LA REAZIONE DI İMAMOĞLU A TUNÇ: HA PARLATO COME SE STESSE SCRIVENDO UN ATTO D'ACCUSA

"Il Ministro della Giustizia è uscito e ha parlato come se stesse scrivendo un atto d'accusa", ha detto İmamoğlu, aggiungendo: "In queste faccende, il Ministro della Giustizia è l'ultimo a dover parlare. Senza prendersi nemmeno una pausa di qualche ora, grazie a lui, ha scritto l'atto d'accusa."

A queste parole di İmamoğlu è arrivata la risposta del Ministro della Giustizia Yılmaz Tunç. Inviando un messaggio al giornalista Fuat Uğur, Tunç ha dichiarato quanto segue:

'NON È POSSIBILE CHE NOI DIAMO ORDINI'

"Non è possibile che noi diamo ordini al pubblico ministero. Su domanda dei membri della stampa, ho dichiarato che è stata aperta un'indagine in merito alle immagini. Ho affermato che le situazioni contraddittorie e le transazioni sospette relative ai commenti, alle dichiarazioni e ai documenti presentati riguardo alle immagini saranno chiarite nell'ambito dell'indagine."

'LA SUA AGITAZIONE DERIVA DALLA SUA COLPEVOLEZZA'

"Ho detto che se vi sono elementi di reato, sarà la Procura della Repubblica a determinarli. Questa non è una conferenza stampa che ho tenuto appositamente su questo argomento.
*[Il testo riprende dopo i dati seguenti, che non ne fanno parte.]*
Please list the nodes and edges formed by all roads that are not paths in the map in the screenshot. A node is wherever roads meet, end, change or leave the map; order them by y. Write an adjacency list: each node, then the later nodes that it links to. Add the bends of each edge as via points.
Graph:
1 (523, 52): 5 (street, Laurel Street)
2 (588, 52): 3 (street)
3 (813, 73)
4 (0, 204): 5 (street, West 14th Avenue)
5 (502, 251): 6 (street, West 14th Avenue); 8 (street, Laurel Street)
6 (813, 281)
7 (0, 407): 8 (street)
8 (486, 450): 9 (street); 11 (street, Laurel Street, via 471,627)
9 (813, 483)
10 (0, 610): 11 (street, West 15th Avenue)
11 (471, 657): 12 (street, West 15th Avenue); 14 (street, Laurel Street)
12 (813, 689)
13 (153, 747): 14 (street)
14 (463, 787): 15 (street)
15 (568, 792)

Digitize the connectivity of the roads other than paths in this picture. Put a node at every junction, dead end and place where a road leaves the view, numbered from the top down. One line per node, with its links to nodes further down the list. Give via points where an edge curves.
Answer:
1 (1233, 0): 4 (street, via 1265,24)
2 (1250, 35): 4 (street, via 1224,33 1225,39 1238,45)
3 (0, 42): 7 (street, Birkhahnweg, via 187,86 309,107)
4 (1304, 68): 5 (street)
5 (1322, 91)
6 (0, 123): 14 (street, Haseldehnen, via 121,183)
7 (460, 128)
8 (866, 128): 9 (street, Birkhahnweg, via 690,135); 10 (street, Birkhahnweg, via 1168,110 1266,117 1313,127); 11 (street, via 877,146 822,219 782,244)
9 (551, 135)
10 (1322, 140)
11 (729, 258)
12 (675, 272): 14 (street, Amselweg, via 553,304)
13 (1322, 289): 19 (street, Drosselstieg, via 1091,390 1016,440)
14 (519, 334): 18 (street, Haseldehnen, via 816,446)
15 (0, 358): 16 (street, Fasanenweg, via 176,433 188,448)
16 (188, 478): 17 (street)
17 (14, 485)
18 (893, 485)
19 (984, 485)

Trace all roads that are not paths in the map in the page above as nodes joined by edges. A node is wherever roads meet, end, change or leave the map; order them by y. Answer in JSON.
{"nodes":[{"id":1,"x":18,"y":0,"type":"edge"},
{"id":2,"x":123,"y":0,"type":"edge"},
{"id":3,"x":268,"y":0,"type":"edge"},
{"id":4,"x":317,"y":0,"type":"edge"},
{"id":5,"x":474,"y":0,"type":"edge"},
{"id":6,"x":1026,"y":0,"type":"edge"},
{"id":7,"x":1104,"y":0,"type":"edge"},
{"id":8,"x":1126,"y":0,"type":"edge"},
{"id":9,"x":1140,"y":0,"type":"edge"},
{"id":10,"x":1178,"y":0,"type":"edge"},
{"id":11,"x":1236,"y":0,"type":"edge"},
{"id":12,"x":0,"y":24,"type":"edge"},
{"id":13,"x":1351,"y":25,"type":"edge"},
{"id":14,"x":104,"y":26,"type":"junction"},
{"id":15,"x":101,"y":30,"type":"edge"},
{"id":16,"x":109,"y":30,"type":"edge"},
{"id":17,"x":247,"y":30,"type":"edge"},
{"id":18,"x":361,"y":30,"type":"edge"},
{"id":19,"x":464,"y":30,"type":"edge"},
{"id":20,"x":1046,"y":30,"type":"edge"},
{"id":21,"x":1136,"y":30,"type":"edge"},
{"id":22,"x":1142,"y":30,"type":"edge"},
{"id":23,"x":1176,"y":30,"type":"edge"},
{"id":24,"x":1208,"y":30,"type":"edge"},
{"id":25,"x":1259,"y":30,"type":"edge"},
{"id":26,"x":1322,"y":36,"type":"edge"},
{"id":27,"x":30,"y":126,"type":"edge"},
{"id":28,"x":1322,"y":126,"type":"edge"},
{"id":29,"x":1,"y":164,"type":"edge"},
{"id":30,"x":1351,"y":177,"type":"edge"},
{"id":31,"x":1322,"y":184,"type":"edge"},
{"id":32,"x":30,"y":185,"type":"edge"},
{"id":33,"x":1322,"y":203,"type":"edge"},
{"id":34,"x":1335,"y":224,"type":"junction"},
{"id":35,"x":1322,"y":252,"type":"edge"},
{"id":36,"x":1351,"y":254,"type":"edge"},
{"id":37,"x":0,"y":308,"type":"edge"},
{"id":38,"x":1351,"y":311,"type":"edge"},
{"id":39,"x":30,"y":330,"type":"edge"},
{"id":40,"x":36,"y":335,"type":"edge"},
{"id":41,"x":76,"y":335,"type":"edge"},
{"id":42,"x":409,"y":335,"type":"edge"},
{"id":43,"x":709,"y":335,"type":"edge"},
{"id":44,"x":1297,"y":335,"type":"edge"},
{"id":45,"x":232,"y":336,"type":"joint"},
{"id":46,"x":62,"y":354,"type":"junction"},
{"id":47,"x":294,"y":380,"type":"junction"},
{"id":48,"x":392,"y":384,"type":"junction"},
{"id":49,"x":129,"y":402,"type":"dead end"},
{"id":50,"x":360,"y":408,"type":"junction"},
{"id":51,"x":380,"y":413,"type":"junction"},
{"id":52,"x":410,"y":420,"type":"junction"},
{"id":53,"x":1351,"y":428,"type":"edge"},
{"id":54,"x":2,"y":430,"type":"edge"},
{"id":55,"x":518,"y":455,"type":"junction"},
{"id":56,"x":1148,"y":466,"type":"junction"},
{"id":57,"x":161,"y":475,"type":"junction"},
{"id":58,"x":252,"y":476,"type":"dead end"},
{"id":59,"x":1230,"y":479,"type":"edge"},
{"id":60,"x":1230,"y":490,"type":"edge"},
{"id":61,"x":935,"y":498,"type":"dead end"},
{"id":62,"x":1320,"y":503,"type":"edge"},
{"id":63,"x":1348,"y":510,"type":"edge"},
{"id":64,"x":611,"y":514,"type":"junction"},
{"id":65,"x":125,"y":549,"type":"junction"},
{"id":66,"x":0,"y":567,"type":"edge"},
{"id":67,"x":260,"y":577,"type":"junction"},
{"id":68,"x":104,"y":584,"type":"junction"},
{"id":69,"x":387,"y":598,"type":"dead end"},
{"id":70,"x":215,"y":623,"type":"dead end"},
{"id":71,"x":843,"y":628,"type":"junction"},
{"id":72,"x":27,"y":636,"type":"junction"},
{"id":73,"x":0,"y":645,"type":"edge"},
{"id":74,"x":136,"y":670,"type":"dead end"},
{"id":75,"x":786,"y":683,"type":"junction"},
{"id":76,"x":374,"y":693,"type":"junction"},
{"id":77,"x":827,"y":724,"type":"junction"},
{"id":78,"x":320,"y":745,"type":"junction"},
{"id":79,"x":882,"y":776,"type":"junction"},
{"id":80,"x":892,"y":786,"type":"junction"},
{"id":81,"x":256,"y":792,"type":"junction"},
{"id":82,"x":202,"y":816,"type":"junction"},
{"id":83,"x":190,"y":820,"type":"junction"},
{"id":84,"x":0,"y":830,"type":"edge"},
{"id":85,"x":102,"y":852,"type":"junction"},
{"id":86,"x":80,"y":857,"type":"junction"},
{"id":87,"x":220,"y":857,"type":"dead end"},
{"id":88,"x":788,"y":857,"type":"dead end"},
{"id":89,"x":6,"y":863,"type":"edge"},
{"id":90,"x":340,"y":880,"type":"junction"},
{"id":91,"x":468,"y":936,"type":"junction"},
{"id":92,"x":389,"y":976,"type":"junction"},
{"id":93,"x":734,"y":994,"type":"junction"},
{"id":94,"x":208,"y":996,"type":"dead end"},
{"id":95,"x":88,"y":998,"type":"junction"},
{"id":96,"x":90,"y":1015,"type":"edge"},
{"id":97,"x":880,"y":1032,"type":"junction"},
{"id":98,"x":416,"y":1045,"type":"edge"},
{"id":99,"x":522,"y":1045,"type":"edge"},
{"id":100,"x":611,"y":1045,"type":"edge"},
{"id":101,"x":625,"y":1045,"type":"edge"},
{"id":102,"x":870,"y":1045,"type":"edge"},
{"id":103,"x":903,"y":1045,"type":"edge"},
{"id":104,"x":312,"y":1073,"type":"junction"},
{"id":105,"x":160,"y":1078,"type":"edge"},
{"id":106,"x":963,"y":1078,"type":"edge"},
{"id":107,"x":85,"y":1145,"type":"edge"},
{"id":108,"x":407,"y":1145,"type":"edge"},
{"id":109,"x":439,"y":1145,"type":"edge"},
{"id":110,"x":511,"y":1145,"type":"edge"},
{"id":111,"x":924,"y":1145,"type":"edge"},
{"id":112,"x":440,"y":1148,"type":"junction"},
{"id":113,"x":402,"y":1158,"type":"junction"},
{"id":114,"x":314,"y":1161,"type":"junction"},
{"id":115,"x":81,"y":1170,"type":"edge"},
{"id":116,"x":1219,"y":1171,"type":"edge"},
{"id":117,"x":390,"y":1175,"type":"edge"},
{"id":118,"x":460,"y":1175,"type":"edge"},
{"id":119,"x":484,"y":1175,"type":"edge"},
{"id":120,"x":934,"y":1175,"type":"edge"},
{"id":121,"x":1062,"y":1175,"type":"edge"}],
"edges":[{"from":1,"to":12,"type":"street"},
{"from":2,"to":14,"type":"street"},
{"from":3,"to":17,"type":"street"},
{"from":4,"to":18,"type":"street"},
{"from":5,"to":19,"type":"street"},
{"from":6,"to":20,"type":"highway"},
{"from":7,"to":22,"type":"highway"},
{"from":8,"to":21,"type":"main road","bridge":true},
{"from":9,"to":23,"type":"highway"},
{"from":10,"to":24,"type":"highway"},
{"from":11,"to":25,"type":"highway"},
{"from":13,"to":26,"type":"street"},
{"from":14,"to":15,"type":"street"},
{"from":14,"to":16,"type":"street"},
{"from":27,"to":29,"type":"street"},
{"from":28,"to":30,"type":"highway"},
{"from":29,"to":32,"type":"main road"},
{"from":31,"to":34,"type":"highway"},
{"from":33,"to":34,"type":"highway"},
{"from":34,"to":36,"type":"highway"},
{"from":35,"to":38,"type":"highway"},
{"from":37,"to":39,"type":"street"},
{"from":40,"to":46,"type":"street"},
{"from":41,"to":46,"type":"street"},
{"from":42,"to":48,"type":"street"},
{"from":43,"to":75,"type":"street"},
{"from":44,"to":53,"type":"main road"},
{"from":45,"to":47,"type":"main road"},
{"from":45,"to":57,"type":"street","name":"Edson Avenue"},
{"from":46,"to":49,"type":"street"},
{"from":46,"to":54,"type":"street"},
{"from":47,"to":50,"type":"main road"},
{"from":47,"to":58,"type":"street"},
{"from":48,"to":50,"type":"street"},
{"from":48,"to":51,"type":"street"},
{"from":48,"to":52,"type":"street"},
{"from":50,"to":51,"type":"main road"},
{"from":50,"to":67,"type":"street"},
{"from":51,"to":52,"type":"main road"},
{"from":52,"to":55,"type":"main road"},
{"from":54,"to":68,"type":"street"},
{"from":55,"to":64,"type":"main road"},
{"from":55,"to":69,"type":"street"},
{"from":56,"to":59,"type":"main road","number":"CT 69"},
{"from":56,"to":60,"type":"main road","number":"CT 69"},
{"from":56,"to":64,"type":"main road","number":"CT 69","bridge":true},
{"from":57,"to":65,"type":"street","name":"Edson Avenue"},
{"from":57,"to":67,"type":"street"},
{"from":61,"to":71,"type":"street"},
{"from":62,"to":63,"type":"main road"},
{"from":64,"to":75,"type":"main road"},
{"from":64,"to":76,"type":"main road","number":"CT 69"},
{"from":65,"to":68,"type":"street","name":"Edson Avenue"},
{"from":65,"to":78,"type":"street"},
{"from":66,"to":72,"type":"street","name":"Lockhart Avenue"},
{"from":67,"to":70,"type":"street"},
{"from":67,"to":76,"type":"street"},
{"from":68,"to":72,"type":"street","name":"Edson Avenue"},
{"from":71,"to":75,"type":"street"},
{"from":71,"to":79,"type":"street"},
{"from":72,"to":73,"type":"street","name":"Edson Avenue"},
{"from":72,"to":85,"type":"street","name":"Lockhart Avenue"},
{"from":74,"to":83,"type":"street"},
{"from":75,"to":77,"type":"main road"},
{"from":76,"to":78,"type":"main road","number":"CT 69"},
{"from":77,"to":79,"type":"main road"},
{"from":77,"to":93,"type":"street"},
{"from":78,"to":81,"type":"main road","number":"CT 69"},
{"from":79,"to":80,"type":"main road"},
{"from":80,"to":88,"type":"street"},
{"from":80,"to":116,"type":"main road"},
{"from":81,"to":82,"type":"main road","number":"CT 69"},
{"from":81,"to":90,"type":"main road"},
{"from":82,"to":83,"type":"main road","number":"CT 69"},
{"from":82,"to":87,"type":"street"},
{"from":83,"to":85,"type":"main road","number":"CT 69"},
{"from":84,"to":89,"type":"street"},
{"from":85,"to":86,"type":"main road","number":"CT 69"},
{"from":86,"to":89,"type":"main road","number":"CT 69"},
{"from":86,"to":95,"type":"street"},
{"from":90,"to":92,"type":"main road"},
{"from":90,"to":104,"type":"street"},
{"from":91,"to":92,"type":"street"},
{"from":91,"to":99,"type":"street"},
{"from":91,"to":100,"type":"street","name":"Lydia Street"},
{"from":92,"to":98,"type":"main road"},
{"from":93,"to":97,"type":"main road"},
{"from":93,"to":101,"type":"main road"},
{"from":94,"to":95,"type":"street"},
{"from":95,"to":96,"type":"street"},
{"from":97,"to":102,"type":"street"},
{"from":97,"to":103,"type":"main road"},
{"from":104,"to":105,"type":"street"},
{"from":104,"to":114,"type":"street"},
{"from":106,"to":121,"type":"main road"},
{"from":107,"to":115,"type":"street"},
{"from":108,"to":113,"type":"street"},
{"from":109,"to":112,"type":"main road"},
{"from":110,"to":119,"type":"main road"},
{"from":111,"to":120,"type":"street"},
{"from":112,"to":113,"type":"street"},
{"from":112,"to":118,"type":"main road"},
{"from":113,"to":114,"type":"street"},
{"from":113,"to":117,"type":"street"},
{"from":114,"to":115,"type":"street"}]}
È una risposta che ho dato su domanda. İmamoğlu agisce con una psicologia di colpevolezza e in preda a una grande agitazione. Non voglio scendere al suo livello. Non voglio nemmeno prenderlo come interlocutore. Perché è qualcuno che può dire bugie molto facilmente e che non conosce limiti nella volgarità. La sua agitazione deriva dalla sua colpevolezza."